■ **WORK TO COMPLETE**
Pull each line with the string "image" from the entries.

####

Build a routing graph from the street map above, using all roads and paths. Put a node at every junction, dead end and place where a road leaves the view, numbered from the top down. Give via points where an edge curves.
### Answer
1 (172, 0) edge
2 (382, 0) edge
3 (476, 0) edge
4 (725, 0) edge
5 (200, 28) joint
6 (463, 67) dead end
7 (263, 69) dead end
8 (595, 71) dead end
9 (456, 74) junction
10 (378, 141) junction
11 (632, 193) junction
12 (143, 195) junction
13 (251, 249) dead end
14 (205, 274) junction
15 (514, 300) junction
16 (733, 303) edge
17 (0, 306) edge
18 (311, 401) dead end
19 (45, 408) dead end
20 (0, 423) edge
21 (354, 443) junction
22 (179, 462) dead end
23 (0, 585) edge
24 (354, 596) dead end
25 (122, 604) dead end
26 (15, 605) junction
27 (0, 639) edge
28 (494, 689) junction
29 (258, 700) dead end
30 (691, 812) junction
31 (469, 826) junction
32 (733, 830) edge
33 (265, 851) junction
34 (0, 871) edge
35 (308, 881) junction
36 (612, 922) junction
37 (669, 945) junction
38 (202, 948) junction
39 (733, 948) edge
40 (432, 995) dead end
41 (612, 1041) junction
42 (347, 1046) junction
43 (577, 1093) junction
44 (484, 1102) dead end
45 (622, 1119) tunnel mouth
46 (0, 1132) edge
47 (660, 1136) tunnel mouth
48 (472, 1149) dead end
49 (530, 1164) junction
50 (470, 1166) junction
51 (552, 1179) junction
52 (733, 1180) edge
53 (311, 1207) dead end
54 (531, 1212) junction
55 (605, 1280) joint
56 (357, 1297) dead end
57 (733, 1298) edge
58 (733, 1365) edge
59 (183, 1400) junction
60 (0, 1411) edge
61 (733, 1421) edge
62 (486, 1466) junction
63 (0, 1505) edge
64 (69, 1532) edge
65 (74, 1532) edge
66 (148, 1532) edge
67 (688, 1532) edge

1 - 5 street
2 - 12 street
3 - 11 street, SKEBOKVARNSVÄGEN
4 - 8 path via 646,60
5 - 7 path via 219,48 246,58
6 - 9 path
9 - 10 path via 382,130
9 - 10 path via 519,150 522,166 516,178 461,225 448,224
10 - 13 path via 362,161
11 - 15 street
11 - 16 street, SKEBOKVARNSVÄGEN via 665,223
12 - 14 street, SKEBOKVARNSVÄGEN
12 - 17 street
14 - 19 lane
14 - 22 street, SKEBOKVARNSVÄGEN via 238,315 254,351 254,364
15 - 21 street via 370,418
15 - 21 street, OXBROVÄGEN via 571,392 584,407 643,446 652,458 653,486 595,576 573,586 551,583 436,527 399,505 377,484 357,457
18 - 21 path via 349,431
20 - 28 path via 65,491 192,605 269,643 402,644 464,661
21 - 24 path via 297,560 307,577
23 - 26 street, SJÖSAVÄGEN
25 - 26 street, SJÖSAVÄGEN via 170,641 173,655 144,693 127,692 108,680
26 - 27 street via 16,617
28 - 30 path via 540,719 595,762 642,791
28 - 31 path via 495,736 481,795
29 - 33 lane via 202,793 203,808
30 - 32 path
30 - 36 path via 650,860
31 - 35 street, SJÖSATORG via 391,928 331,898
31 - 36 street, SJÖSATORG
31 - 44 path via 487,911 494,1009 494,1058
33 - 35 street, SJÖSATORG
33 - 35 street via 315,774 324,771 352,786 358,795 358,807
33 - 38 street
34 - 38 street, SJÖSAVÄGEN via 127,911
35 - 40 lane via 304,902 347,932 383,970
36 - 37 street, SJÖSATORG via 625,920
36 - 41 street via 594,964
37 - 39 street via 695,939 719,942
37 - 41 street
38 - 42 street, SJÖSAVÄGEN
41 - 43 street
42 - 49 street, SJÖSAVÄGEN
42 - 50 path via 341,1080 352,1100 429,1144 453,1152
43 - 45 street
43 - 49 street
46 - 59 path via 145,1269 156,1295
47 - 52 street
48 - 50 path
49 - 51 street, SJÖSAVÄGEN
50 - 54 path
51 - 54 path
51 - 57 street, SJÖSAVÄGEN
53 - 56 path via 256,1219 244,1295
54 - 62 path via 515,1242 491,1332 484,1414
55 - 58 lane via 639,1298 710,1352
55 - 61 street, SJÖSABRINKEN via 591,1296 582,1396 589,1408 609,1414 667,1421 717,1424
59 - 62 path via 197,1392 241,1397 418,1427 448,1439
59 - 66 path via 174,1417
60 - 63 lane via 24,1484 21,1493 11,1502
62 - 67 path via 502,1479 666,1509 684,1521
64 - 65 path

####

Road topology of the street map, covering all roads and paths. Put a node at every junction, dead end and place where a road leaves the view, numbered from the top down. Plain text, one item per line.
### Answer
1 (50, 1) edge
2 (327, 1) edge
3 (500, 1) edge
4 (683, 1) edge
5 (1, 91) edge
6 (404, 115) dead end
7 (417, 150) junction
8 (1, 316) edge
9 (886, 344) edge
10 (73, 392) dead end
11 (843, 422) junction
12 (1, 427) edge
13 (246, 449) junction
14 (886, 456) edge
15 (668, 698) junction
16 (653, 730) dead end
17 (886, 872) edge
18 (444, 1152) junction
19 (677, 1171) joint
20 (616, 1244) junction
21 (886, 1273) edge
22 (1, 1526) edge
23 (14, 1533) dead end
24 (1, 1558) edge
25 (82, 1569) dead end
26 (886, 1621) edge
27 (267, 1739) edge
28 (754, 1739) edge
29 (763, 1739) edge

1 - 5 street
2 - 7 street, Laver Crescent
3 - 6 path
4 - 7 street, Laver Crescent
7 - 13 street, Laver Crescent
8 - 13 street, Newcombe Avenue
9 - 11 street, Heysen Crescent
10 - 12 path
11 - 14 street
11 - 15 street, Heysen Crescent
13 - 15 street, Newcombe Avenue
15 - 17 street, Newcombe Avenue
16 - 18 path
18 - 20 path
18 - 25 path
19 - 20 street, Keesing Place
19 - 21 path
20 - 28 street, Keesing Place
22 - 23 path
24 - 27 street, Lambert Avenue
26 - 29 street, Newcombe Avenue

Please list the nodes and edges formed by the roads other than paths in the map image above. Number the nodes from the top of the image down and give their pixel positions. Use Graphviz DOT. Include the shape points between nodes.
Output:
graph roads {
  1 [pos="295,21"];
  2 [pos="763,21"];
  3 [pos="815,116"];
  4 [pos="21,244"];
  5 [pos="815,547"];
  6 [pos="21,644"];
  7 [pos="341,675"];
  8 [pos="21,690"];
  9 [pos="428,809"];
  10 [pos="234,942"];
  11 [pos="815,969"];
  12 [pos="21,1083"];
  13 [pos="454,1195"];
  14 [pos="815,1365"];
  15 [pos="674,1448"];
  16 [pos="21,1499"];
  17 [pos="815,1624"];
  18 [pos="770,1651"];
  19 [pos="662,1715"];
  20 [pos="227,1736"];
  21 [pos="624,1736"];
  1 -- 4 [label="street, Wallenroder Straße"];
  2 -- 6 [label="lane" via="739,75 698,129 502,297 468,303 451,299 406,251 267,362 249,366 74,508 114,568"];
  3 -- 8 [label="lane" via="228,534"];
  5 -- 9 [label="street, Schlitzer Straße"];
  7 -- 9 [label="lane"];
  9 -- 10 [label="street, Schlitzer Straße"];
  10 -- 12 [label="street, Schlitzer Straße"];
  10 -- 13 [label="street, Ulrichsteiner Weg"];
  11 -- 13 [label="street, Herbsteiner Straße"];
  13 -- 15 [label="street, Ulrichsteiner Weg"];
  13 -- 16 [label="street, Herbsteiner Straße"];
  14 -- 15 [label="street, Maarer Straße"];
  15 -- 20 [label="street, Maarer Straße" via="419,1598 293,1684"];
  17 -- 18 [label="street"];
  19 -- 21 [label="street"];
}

####

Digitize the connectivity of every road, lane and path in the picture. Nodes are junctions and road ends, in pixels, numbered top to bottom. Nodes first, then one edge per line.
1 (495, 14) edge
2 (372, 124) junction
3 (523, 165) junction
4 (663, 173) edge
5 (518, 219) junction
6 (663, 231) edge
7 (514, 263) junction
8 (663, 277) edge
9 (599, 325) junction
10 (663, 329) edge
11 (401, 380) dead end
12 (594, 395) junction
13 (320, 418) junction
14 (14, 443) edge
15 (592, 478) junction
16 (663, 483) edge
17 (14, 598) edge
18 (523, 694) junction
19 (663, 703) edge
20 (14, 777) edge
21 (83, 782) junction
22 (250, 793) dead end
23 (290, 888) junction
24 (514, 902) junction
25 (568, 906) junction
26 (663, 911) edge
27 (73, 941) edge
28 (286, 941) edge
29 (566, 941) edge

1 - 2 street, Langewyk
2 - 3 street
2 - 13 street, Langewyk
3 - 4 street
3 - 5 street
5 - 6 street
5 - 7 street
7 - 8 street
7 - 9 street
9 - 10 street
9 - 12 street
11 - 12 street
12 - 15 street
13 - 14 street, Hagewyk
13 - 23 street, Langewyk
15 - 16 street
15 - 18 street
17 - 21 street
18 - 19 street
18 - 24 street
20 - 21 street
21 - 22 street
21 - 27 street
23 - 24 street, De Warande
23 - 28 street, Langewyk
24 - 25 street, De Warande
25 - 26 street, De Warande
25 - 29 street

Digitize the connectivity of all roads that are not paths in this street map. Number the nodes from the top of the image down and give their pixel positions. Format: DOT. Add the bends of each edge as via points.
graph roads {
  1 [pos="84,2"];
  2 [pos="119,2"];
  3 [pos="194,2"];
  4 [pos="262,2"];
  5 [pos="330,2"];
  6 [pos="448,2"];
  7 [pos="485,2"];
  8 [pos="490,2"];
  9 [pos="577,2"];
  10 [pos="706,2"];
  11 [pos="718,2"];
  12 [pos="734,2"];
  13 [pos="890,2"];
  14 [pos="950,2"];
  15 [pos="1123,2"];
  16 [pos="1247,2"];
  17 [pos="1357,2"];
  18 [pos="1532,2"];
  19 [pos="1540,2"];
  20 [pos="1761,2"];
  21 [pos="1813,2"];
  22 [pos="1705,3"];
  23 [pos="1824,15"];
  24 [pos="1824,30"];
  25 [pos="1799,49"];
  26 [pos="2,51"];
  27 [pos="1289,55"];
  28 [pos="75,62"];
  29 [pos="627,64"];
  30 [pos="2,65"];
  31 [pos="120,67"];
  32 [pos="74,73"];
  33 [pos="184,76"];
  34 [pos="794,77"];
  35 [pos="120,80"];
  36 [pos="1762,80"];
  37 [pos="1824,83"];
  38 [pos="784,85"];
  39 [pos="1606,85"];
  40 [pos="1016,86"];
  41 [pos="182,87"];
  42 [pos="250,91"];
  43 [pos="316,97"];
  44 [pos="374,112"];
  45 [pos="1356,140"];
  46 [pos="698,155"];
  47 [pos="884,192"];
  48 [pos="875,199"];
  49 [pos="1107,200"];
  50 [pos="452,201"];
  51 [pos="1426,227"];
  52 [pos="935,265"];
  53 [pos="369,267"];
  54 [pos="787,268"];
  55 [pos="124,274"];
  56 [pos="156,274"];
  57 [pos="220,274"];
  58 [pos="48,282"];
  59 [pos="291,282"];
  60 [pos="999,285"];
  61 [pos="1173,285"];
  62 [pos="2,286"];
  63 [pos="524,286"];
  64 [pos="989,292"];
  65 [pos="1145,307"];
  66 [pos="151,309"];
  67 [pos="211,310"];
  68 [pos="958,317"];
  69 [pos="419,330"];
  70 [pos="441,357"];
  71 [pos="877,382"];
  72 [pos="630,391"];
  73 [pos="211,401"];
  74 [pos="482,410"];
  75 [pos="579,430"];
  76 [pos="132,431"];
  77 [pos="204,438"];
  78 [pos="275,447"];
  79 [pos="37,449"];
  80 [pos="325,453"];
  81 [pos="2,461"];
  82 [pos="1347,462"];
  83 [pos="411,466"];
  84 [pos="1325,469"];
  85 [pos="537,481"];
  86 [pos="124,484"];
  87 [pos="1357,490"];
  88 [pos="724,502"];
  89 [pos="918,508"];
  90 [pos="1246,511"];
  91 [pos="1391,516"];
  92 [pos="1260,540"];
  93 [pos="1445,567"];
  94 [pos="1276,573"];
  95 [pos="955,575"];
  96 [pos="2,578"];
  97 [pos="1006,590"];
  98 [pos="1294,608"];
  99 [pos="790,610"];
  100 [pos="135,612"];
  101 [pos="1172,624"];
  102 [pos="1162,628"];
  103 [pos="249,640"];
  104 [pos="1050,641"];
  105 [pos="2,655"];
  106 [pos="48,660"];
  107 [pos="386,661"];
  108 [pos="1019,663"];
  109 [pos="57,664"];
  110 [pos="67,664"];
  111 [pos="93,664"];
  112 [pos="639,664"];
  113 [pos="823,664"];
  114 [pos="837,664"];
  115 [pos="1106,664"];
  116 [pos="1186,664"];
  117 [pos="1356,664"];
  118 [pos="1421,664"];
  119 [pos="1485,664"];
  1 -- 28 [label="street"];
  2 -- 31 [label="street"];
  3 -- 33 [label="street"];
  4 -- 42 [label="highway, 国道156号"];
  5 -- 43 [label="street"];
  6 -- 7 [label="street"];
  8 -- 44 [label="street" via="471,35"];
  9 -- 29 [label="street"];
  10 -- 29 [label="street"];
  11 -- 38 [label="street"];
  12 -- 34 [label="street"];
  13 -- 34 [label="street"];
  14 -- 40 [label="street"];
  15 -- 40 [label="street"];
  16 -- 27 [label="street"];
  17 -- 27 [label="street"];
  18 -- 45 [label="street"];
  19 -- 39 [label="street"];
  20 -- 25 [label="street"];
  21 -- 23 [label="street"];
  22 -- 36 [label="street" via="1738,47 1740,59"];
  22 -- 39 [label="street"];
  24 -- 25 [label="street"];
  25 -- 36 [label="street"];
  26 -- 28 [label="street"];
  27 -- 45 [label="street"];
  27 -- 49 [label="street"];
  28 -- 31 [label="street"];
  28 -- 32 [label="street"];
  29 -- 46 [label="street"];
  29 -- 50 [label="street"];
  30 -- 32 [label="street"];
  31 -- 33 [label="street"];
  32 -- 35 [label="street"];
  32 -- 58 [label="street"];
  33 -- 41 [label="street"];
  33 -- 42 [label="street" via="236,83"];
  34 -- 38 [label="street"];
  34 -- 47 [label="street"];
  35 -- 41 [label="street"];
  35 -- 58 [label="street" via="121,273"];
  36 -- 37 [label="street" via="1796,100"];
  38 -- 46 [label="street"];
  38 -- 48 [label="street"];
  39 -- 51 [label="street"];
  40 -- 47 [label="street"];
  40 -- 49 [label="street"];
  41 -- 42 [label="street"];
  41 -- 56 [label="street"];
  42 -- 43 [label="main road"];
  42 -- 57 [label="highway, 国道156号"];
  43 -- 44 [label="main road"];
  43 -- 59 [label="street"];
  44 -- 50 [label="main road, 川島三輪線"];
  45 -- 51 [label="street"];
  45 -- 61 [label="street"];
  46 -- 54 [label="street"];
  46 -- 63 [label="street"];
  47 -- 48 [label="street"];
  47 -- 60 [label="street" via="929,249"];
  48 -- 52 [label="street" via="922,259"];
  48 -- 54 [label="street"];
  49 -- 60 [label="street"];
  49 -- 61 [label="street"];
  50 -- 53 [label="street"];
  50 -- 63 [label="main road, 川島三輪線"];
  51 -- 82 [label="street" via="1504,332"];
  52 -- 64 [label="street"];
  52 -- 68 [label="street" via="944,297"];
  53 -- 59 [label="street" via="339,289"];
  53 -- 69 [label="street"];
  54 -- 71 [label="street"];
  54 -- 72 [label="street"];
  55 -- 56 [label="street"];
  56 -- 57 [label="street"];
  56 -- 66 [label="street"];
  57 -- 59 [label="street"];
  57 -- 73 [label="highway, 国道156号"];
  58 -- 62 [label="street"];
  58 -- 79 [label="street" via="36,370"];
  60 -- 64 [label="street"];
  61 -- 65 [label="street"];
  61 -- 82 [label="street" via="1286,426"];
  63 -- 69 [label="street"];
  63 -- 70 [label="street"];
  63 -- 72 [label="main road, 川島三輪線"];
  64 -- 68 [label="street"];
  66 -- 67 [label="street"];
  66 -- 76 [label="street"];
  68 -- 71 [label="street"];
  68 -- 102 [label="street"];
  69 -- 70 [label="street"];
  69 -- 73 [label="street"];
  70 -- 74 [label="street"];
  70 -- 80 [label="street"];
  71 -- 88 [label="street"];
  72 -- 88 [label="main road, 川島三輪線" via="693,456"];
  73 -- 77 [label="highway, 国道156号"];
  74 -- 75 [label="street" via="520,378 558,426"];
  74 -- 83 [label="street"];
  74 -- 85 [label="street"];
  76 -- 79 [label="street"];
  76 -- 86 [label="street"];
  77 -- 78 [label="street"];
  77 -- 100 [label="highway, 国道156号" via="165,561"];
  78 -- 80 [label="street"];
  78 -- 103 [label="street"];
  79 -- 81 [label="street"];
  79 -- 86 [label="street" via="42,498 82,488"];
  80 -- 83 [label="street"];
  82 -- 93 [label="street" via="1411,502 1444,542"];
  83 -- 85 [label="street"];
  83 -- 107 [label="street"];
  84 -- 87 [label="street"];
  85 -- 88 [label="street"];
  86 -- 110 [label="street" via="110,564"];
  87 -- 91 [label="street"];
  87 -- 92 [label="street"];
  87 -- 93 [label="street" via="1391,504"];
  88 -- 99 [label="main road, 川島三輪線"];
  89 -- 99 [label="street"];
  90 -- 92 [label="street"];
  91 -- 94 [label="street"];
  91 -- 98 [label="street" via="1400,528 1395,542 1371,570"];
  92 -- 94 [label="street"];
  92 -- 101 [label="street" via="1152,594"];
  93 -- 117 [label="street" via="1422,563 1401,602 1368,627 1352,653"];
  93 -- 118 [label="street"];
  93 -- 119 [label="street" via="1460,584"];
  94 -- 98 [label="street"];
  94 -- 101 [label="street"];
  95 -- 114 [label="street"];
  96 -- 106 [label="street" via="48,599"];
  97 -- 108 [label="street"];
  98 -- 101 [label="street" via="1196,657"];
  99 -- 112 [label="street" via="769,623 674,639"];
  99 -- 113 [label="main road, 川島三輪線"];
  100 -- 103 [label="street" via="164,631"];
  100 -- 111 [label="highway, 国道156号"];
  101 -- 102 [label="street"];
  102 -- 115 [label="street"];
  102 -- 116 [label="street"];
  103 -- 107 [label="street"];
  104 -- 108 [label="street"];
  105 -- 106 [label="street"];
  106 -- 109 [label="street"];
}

####

■ **SOLUTION TO THE PROBLEM**
Please list the nodes and edges formed by the roads other than paths in the map image above. Number the nodes from the top of the image down and give their pixel positions. Use Graphviz DOT. Include the shape points between nodes.
Digitize the connectivity of all roads that are not paths in this street map. Number the nodes from the top of the image down and give their pixel positions. Format: DOT. Add the bends of each edge as via points.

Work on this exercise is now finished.